Los daños morales del procés

Los daños morales del procés

Hace muchos años lo dijo el historiador Jaume Vicens Vives (1910-1960): los catalanes no estamos dotados para el ejercicio del poder.

El historiador publicó en 1954 Notícia de Catalunya, un libro fundamental de la historiografía catalana. En él describía lo que podríamos llamar el Síndrome del Minotauro. Algo así como la alergia de los catalanes a la autoridad.

Vicens Vives ya se había enfrentado en los años 30 a los historiadores más nacionalistas. Aquellos que defendían una visión romántica de la historia. Supeditar un pasado idealizado a un relato político. Como Ferran Soldevila, que la emprendió con el Compromiso de Caspel.

El procés no ha hecho más que acrecentar esta tendencia histórica. Lo digo por la polémica de la fiesta mayor de Granollers, con mayoría absoluta del PSC, en la se enseñaba a niños a lanzar cócteles molotov y otras técnicas de guerrilla urbana.

Poco antes, en las fiestas de Gracia (Barcelona), también con alcaldía del PSC, hubo igualmente polémica por una pancarta de Arran, las juventudes de la CUP, en la que reivindicaban que el barrio «no era España» sino los «Països Catalans».

El presidente de la Generalitat Valenciana, Carlos Mazón, puso el grito en el cielo. Pero recientemente estuvo en TV3 y no criticó el mapa del tiempo de TV3 que siempre incluye Baleares y Valencia.

No son exactamente lo mismo -al fin y al cabo la segunda es una pancarta de una formación política- pero es una de las cosas que ha quebrado el procés es el principio de autoridad.

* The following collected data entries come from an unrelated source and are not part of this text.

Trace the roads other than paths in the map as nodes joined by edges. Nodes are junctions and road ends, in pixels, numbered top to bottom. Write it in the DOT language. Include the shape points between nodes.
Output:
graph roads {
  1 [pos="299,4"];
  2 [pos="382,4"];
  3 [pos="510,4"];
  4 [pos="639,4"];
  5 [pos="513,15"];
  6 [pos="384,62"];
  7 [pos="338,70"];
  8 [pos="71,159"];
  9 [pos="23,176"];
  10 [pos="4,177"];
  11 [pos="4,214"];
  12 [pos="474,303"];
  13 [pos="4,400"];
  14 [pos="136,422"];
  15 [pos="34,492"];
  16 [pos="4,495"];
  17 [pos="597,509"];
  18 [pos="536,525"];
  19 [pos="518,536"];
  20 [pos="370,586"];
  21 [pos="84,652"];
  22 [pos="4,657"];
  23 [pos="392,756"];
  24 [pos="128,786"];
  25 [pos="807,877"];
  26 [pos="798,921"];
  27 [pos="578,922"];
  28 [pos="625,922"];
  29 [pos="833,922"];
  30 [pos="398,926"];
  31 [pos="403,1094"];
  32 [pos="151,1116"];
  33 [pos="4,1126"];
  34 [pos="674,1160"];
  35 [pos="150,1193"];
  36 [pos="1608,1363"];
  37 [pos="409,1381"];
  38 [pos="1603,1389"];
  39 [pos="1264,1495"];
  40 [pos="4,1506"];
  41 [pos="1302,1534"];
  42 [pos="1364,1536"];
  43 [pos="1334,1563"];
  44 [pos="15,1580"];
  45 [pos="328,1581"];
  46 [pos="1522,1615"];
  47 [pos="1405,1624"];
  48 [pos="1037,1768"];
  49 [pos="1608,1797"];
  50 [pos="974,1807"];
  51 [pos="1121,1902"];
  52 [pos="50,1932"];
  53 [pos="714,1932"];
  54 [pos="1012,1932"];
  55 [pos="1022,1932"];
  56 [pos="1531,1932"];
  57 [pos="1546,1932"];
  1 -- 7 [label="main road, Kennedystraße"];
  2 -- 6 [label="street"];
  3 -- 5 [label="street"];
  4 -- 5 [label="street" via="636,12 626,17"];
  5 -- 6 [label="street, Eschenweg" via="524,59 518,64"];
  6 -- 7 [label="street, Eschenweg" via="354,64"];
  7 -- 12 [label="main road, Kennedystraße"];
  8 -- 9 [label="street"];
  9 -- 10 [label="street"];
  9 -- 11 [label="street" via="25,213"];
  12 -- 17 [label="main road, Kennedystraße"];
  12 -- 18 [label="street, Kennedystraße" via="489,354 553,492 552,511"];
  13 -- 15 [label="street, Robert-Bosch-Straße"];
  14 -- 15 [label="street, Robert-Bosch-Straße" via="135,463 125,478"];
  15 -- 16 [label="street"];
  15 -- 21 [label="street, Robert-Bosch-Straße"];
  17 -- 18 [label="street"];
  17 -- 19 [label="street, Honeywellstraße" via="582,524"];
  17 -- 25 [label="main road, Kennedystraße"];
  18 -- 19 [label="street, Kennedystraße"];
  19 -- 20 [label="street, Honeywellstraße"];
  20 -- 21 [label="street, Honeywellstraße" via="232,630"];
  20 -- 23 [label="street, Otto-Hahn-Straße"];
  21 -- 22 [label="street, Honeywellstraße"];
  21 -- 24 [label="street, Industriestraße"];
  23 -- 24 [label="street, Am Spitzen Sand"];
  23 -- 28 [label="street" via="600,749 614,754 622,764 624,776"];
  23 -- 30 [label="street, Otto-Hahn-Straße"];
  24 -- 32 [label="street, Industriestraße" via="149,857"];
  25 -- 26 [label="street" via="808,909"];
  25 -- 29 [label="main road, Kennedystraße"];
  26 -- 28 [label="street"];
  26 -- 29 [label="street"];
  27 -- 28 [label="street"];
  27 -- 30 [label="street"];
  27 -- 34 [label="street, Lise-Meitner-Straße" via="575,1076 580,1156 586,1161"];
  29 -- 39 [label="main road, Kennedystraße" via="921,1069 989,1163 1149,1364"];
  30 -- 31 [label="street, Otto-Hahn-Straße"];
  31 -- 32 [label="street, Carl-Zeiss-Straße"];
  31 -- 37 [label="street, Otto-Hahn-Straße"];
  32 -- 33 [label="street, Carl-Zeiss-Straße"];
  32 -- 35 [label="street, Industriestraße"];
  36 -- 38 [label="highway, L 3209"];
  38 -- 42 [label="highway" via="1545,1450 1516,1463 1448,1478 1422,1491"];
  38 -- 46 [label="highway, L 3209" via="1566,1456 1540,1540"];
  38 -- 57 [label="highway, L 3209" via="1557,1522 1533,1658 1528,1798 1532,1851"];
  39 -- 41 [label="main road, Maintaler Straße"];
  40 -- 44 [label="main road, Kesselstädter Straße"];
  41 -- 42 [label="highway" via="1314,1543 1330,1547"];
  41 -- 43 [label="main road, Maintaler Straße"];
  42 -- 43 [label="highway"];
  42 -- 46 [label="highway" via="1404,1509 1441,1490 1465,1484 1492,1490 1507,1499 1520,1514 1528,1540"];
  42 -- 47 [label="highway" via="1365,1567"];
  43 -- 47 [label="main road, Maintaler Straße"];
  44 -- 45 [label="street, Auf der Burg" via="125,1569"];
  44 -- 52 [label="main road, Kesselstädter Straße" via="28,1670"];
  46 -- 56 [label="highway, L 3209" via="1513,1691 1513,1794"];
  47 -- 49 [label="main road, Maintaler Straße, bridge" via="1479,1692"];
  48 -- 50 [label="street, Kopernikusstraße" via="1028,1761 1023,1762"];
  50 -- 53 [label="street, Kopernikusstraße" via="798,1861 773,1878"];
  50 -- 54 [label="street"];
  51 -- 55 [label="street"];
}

¿Y cómo no iba a quebrarlo? Al fin y al cabo, hubo una alcaldesa de Barcelona, Ada Colau, que dijo en el 2015 durante una entrevista en El País que «desobedeceremos las leyes que nos parezcan injustas».

Siempre me pregunté quién era ella para decidir qué ley era injusta. Incluso a pesar de su cargo. Porque las leyes las aprueban los parlamentos. Emanan de la soberanía popular.

Luego hubo un presidente de la Generalitat, Quim Torra, que se apuntó también al carro. Es verdad que Torra no era un hombre dotado de imaginación. Ni siquiera de otras cualidades.

Pero cinco años después se apresuró igualmente a proclamar que desobedecerían las «leyes injustas». No fue verdad, claro. Hasta pago la multa que le impuso el TSJC por aquella pancarta colgada en Palau que, a la postre, le costó el cargo.

Con estos antecedentes no es extraño que se ocupara el aeropuerto, se bloqueara la frontera de la Jonquera, se cortaran autopistas, se quemaran contenedores, se interrumpiera el AVE, y se intentara sabotear la Vuelta o Rodalies.

Se rompió el principio de autoridad que es fundamental en las sociedades democráticas. Ahora el mal ya está hecho.

Siempre he dicho que los daños morales del procés son superiores a los daños materiales. Y, desde luego, este es el más importante porque costará mucho enmendarlo.

¿Si un presidente de la Generalitat o una alcaldesa de Barcelona llamaban a la desobediencia por qué tienen que obedecer nuestros jóvenes? Menudo ejemplo.

Sin embargo, en esta última semana de agosto no todo son malas noticias. Salvador Illa ha empezado a gobernar. De momento ha cambiado la cúpula de los Mossos y ha planteado la construcción de una nueva desalinizadora en el Ampurdán para hacer frente a la sequía.

Esta última decisión tiene truco porque así evitan el trasvase del Ebro. Como lo propuso en su día Aznar con el Plan Hidrológico Nacional; el PSC, ERC e incluso CDC estaban en su día en contra. Ahora no pueden comerse sus propias palabras.

Pero algo es algo. Tras 15 años de marear la perdiz y construir castillos en el aire, parece que alguien empieza a tomar decisiones. Y, lo mejor de todo, es que Puigdemont es ya agua pasada.